Feature Flags

What is a Bucket Hashing?

Bucket hashing is the mechanism that maps a user into a numbered bucket, which then determines their variant in a feature flag or experiment.

Bucket hashing is the mechanism that maps a user into a numbered bucket, which then determines their variant in a feature flag or experiment. A hash function takes the user's identifier and a salt as input, produces a number in a fixed range (typically 0 to 999 or 0 to 9,999), and that number is the user's bucket. The bucket-to-variant mapping is defined by the flag configuration.

Bucket hashing is the engine underneath deterministic assignment. It's what makes it possible to assign millions of users to experiment variants with no stored state, no network calls, and no coordination between servers.

How does bucket hashing work?

The process has three steps.

Hash. Concatenate the user ID with a salt (unique per flag or experiment) and run it through a hash function. Spotify's salt-machine algorithm, described in their engineering blog, uses this approach to produce a uniformly distributed integer.

Map to bucket. Take the hash output modulo the number of buckets (e.g., mod 1,000) to get a bucket number between 0 and 999.

Assign variant. The flag configuration specifies which bucket ranges map to which variants. For a 50/50 A/B test: buckets 0-499 are control, 500-999 are treatment. For a 10% rollout: buckets 0-99 are treatment, 100-999 are control.

Because the hash function distributes users uniformly across buckets, the traffic split closely matches the configured percentages. With 1,000 buckets, the granularity is 0.1% per bucket.

Why use a salt?

The salt ensures that a user's bucket in one experiment is independent of their bucket in another. Without it, every experiment using the same hash function would assign the same users to the same bucket number, meaning the same users would always end up in "treatment" across all experiments. That's a systematic bias problem.

Spotify's coordination strategy goes further. Their experimentation coordination blog post describes how bucket reuse enables exclusive experiments (where a user can only be in one experiment at a time on a shared surface) without wasting traffic. The salt-machine algorithm makes this coordination possible: by controlling which buckets are allocated to which experiments, teams can run dozens of concurrent experiments on the same surface without overlap or interference.

How do rollouts use bucket hashing?

Bucket hashing makes gradual rollouts smooth and predictable. When you increase a rollout from 5% to 20%, you're expanding the treatment bucket range from 0-49 to 0-199. Users in buckets 0-49 stay in treatment (their experience doesn't change). Users in buckets 50-199 are newly added. Users in buckets 200-999 remain in control.

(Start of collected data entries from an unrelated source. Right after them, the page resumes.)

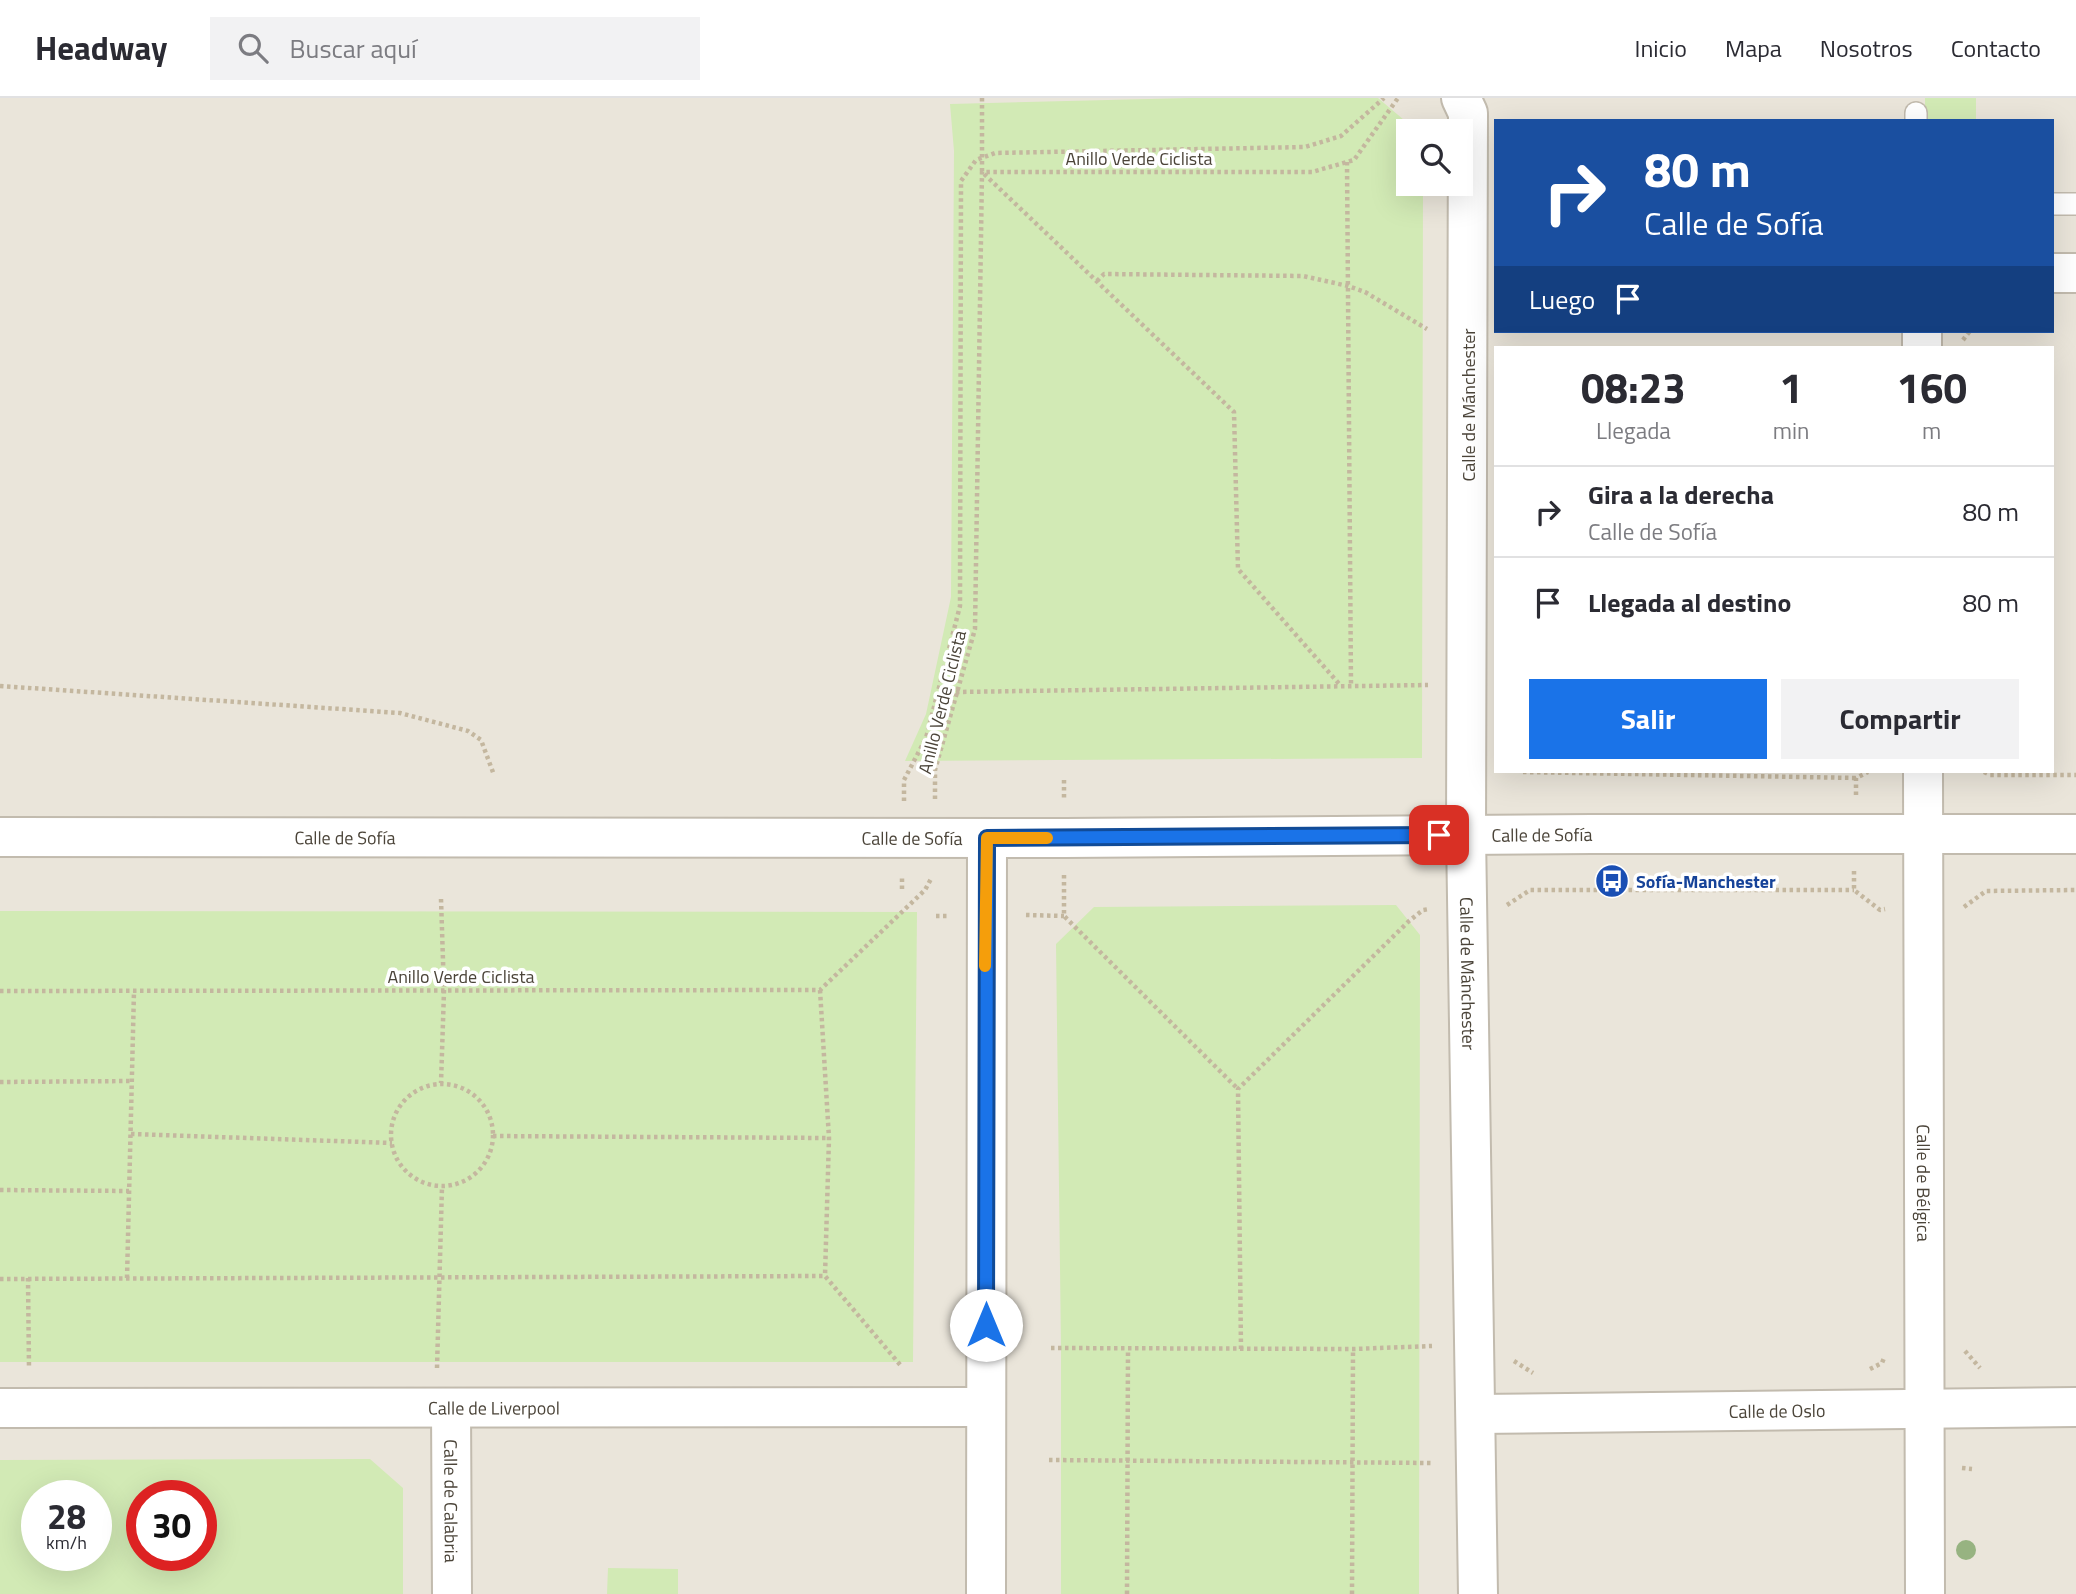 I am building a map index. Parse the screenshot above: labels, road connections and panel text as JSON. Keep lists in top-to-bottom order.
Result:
{
  "streets": {
    "street": [
      "Calle de Mánchester",
      "Calle de Sofía",
      "Calle de Bélgica",
      "Calle de Liverpool",
      "Calle de Oslo",
      "Calle de Calabria"
    ],
    "path": ["Anillo Verde Ciclista"]
  },
  "crossings": [
    ["Anillo Verde Ciclista", "Calle de Sofía"],
    ["Calle de Mánchester", "Calle de Sofía"],
    ["Calle de Mánchester", "Calle de Oslo"],
    ["Calle de Sofía", "Calle de Bélgica"],
    ["Calle de Bélgica", "Calle de Oslo"],
    ["Calle de Liverpool", "Calle de Calabria"]
  ],
  "places": {
    "bus stop": ["Sofía-Manchester"]
  },
  "page": {
    "header": "Headway",
    "search": "Buscar aquí",
    "nav": [
      "Inicio",
      "Mapa",
      "Nosotros",
      "Contacto"
    ],
    "turn": ["80 m", "Calle de Sofía"],
    "then": "Luego",
    "eta": [
      "08:23",
      "Llegada",
      "1",
      "min",
      "160",
      "m"
    ],
    "list": [
      {
        "name": "Gira a la derecha",
        "note": "Calle de Sofía",
        "value": "80 m"
      },
      {
        "name": "Llegada al destino",
        "value": "80 m"
      }
    ],
    "buttons": ["Salir", "Compartir"],
    "speed": "28 km/h",
    "limit": "30"
  }
}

This property is critical for user experience consistency. A user who saw the new feature at 5% still sees it at 20%, at 50%, and at 100%. Confidence uses this bucket expansion model for all its rollouts, and the same buckets underpin A/B test assignments.

What makes a good bucket hashing implementation?

Three properties matter.

Uniform distribution. The hash function must spread users evenly across buckets. If certain buckets are overrepresented, your 50/50 split isn't actually 50/50. Standard cryptographic hash functions (SHA-256, MD5) and fast alternatives like MurmurHash all achieve this.

Independence across salts. Two experiments with different salts should produce uncorrelated bucket assignments for the same user. This is what prevents systematic assignment bias.

Speed. Bucket hashing runs on every flag evaluation. At Spotify's scale, that means billions of evaluations per day. The hash computation needs to be fast enough to add negligible latency. In Confidence's local evaluation mode, the entire flag resolution (including the hash) completes in 10 to 50 microseconds.